A robot probe drops a camera off the rim of a 330m high cliff on Mars, where the free-fall acceleration is 3.7m/s2. find the velocity with which it hits the ground.
The Correct Answer and Explanation is :
Given Data:
- Height of the cliff (( h )): ( 330 \, \text{m} )
- Acceleration due to gravity on Mars (( g )): ( 3.7 \, \text{m/s}^2 )
- Initial velocity (( u )): ( 0 \, \text{m/s} ) (as it is dropped from rest)
We can use the equation of motion:
[
v^2 = u^2 + 2gh
]
Since ( u = 0 ):
[
v^2 = 2gh
]
Taking the square root:
[
v = \sqrt{2gh}
]
Substituting the values:
[
v = \sqrt{2 \cdot 3.7 \cdot 330}
]
[
v = \sqrt{2442}
]
[
v \approx 49.42 \, \text{m/s}
]
Final Answer:
The velocity with which the camera hits the ground is approximately ( 49.42 \, \text{m/s} ).
Explanation (300 Words):
The scenario involves a camera dropped off a cliff on Mars, where the gravitational acceleration is different from Earth’s ( 9.8 \, \text{m/s}^2 ).
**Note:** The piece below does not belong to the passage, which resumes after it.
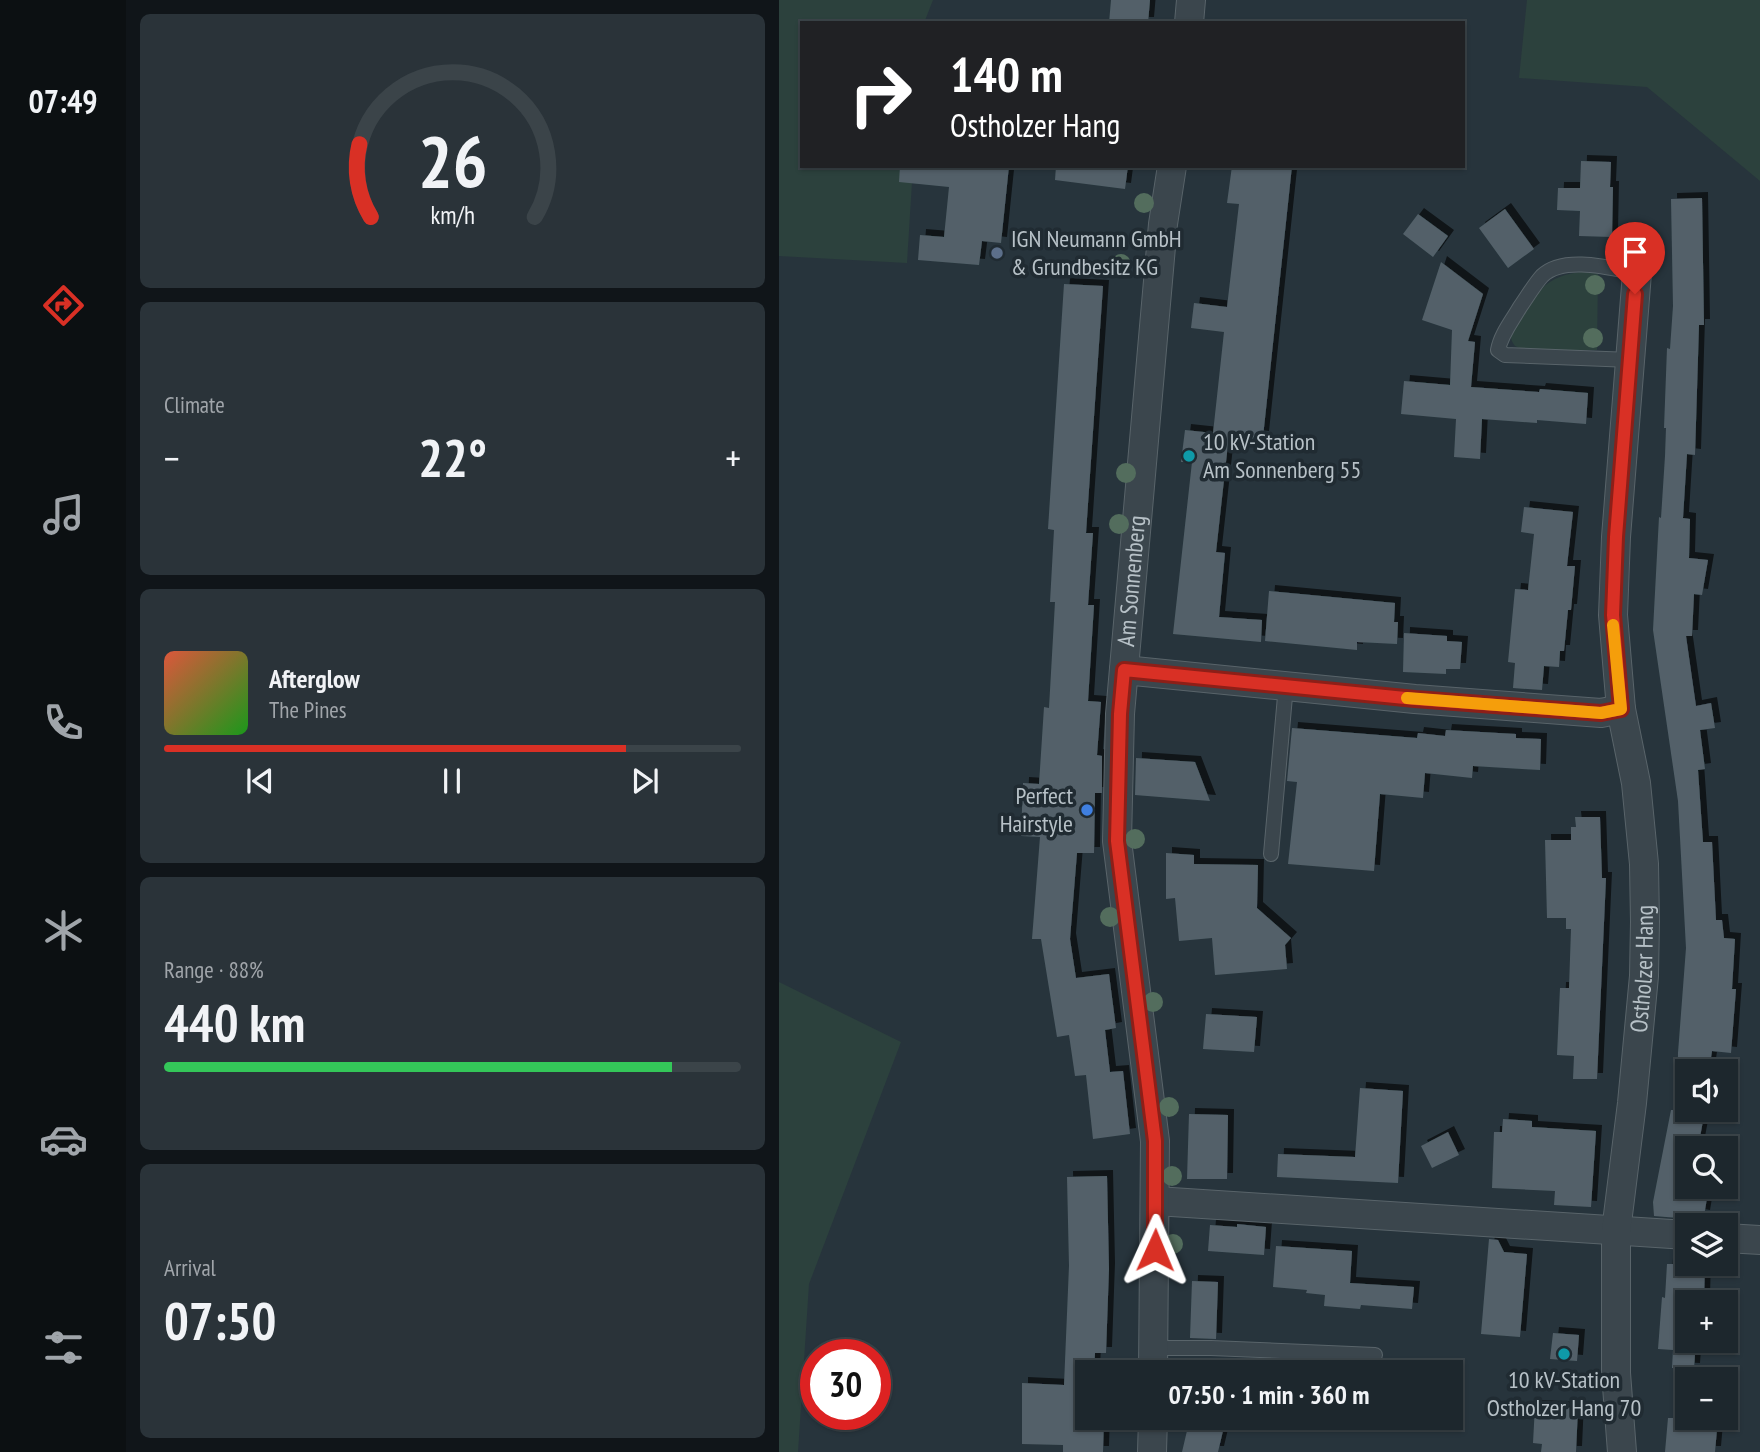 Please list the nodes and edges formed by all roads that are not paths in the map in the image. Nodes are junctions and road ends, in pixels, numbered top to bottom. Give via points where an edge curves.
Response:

Since the camera is dropped from rest, its initial velocity (( u )) is ( 0 ). The motion occurs under constant acceleration due to gravity, allowing us to use the kinematic equation:
[
v^2 = u^2 + 2gh
]
The equation relates the final velocity (( v )), initial velocity (( u )), gravitational acceleration (( g )), and height (( h )). Here, ( u^2 ) drops out because ( u = 0 ). The acceleration (( g )) and height (( h )) are known, so substituting these values simplifies the computation. The term ( 2gh ) calculates the square of the velocity the object gains after falling a distance ( h ) under acceleration ( g ).
The square root of ( 2gh ) gives the final velocity. On Mars, the lower gravity means the camera falls more slowly than it would on Earth. The value calculated, ( 49.42 \, \text{m/s} ), represents the speed at which the camera impacts the Martian ground.
This example illustrates the influence of planetary gravity on free-fall motion, which engineers and scientists consider when designing equipment for extraterrestrial exploration. The lower gravity on Mars results in gentler impacts for dropped objects compared to Earth.